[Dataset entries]

+++

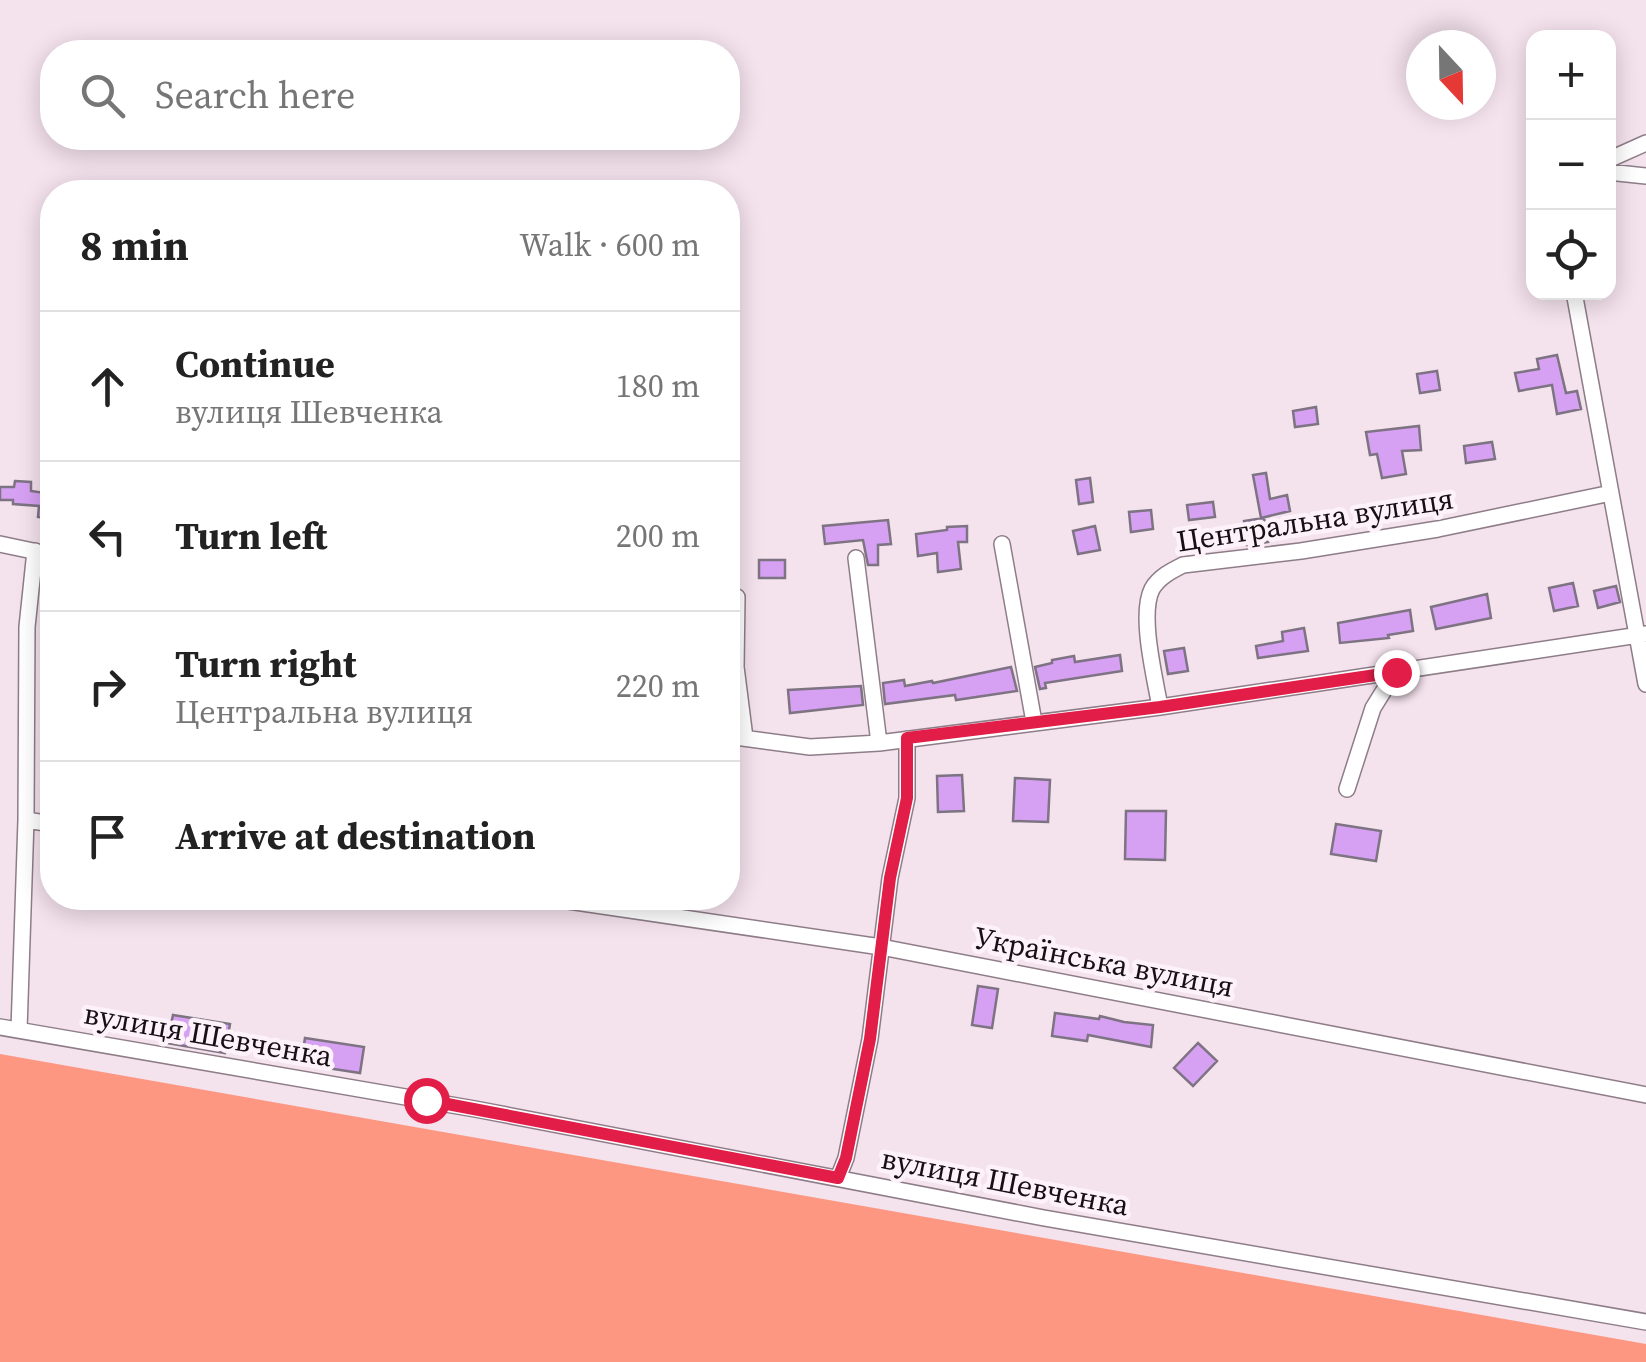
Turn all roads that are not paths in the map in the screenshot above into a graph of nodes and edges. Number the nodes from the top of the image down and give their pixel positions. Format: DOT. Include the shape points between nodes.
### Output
graph roads {
  1 [pos="1646,142"];
  2 [pos="1616,156"];
  3 [pos="1616,173"];
  4 [pos="1646,176"];
  5 [pos="1575,300"];
  6 [pos="1611,493"];
  7 [pos="0,544"];
  8 [pos="1002,544"];
  9 [pos="35,551"];
  10 [pos="40,552"];
  11 [pos="856,558"];
  12 [pos="1641,635"];
  13 [pos="1396,672"];
  14 [pos="1646,684"];
  15 [pos="740,699"];
  16 [pos="1160,707"];
  17 [pos="1034,722"];
  18 [pos="740,737"];
  19 [pos="745,738"];
  20 [pos="907,738"];
  21 [pos="879,743"];
  22 [pos="1347,790"];
  23 [pos="26,820"];
  24 [pos="40,822"];
  25 [pos="630,910"];
  26 [pos="881,947"];
  27 [pos="0,1028"];
  28 [pos="20,1030"];
  29 [pos="1646,1096"];
  30 [pos="838,1178"];
  31 [pos="1646,1322"];
  1 -- 2 [label="street"];
  3 -- 4 [label="street"];
  5 -- 6 [label="street"];
  6 -- 12 [label="street"];
  6 -- 16 [label="street, Центральна вулиця" via="1166,573 1146,606"];
  7 -- 9 [label="street"];
  8 -- 17 [label="street"];
  9 -- 10 [label="street"];
  9 -- 23 [label="street" via="27,627"];
  11 -- 21 [label="street"];
  12 -- 13 [label="street"];
  12 -- 14 [label="street"];
  13 -- 16 [label="street"];
  13 -- 22 [label="street" via="1373,708"];
  15 -- 19 [label="street"];
  16 -- 17 [label="street"];
  17 -- 20 [label="street"];
  18 -- 19 [label="street"];
  19 -- 21 [label="street" via="810,748"];
  20 -- 21 [label="street"];
  20 -- 26 [label="street" via="907,798"];
  23 -- 24 [label="street"];
  23 -- 28 [label="street"];
  25 -- 26 [label="street, Українська вулиця"];
  26 -- 29 [label="street, Українська вулиця"];
  26 -- 30 [label="street" via="870,1039"];
  27 -- 28 [label="street, вулиця Шевченка"];
  28 -- 30 [label="street, вулиця Шевченка"];
  30 -- 31 [label="street, вулиця Шевченка"];
}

+++

- **Instructions to follow**
If a line in the data above includes the string "graph", copy it.

- **Response to the task**
Turn all roads that are not paths in the map in the screenshot above into a graph of nodes and edges. Number the nodes from the top of the image down and give their pixel positions. Format: DOT. Include the shape points between nodes.
graph roads {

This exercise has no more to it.